Seed shopping in Denver, the old-fashioned way - Brief Article
Colleen Smith* At Rocky Mountain Seed Company in Denver's Lower Downtown, you can shop for seeds the way your grandparents might have. Kenneth A. Vetting is the third-generation owner of the family business founded by his grandfather F.C. Vetting. Established in 1920, the firm is quartered in a building that dates from the early 1900s. In the retail shop, antique wood cabinets lining the walls hold a plethora of seeds. Employees still use metal scoops to dip into bins of bulk seed. Seeds are then weighed on a 1930s scale. You can buy seeds by the pound, ounce, or packet.

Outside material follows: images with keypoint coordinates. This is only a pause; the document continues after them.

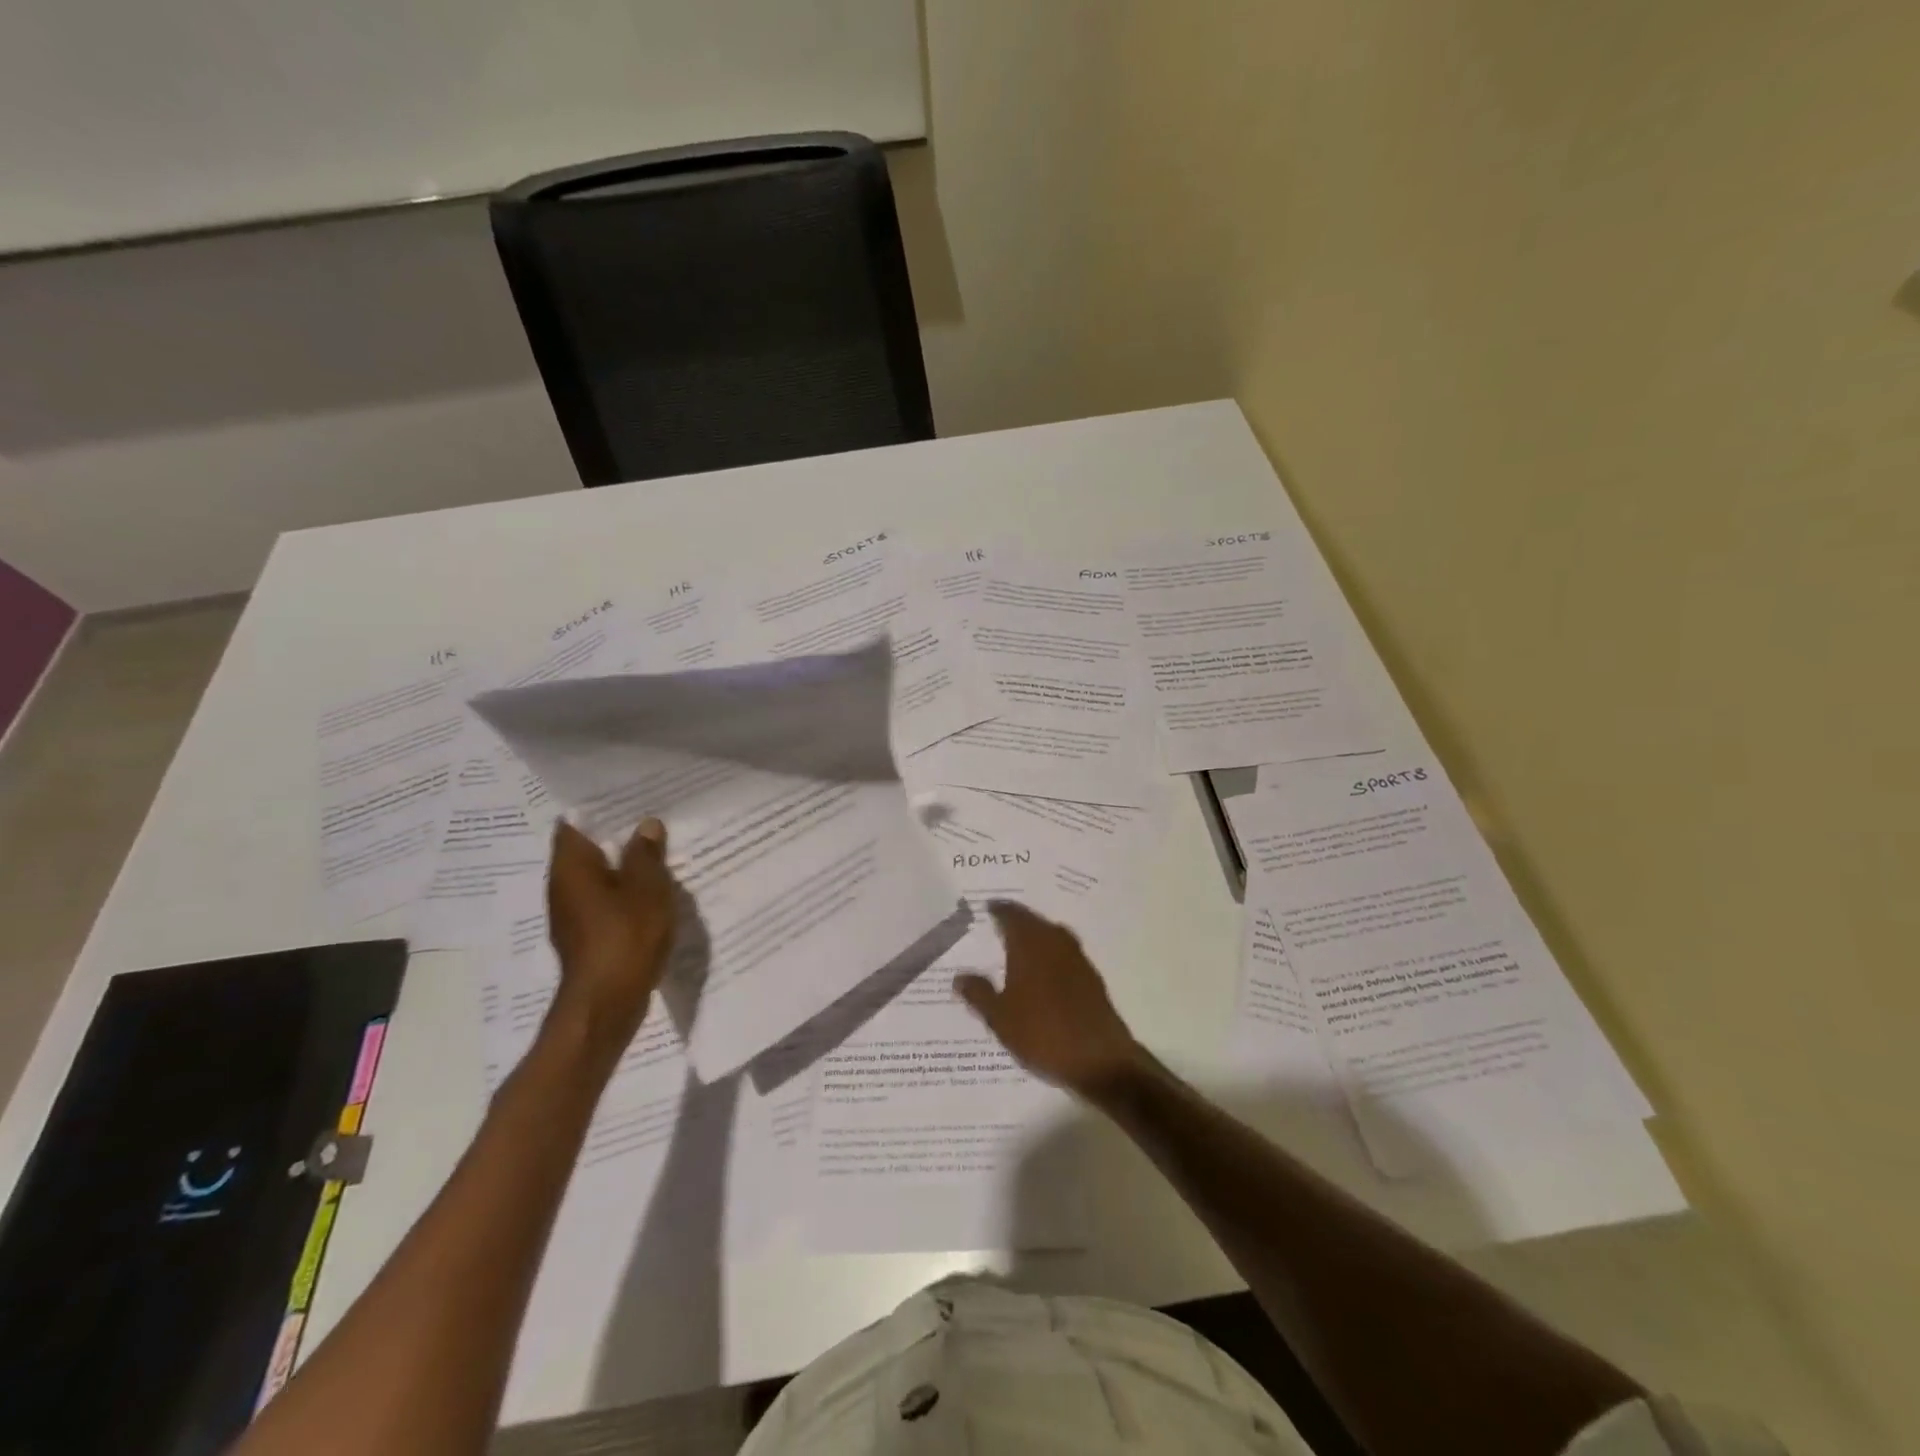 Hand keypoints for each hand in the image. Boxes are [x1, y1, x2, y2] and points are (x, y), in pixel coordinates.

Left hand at [545, 817, 677, 1057]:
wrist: (608, 1004)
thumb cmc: (625, 937)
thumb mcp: (648, 888)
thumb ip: (647, 854)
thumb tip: (645, 826)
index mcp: (571, 868)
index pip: (575, 824)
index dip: (599, 809)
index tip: (629, 798)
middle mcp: (562, 887)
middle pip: (587, 851)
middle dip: (618, 838)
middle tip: (653, 822)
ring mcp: (572, 915)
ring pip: (599, 878)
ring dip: (625, 868)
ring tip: (660, 854)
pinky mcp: (587, 937)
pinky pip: (606, 903)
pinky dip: (626, 894)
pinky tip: (654, 894)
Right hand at [954, 901, 1142, 1100]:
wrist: (1099, 1059)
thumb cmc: (1042, 1034)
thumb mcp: (1000, 1018)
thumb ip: (979, 993)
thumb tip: (959, 975)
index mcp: (1030, 945)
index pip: (1012, 915)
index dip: (999, 909)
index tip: (988, 906)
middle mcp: (1055, 942)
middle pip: (1034, 921)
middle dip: (1018, 919)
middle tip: (1001, 920)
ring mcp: (1077, 958)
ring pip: (1052, 935)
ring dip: (1037, 934)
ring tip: (1020, 942)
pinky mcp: (1092, 977)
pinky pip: (1065, 952)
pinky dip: (1052, 953)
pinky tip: (1045, 969)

Through its retail shop and mail-order catalog, the firm carries seeds of such heirloom vegetables as 'Early Golden Bantam' sweet corn (1902), as well as modern varieties of green beans, hybrid sweet corn, squash (nearly 60 varieties), peppers (50 varieties), and tomatoes (40 varieties). They also sell seeds of culinary herbs, wildflowers, and turf grasses. In fall, the shop stocks a large selection of spring-blooming bulbs.
Rocky Mountain Seed Company, at 1325 15th Street, is open from 8 to 5 Monday through Friday until 11:30 A.M. Saturday The catalog costs $2.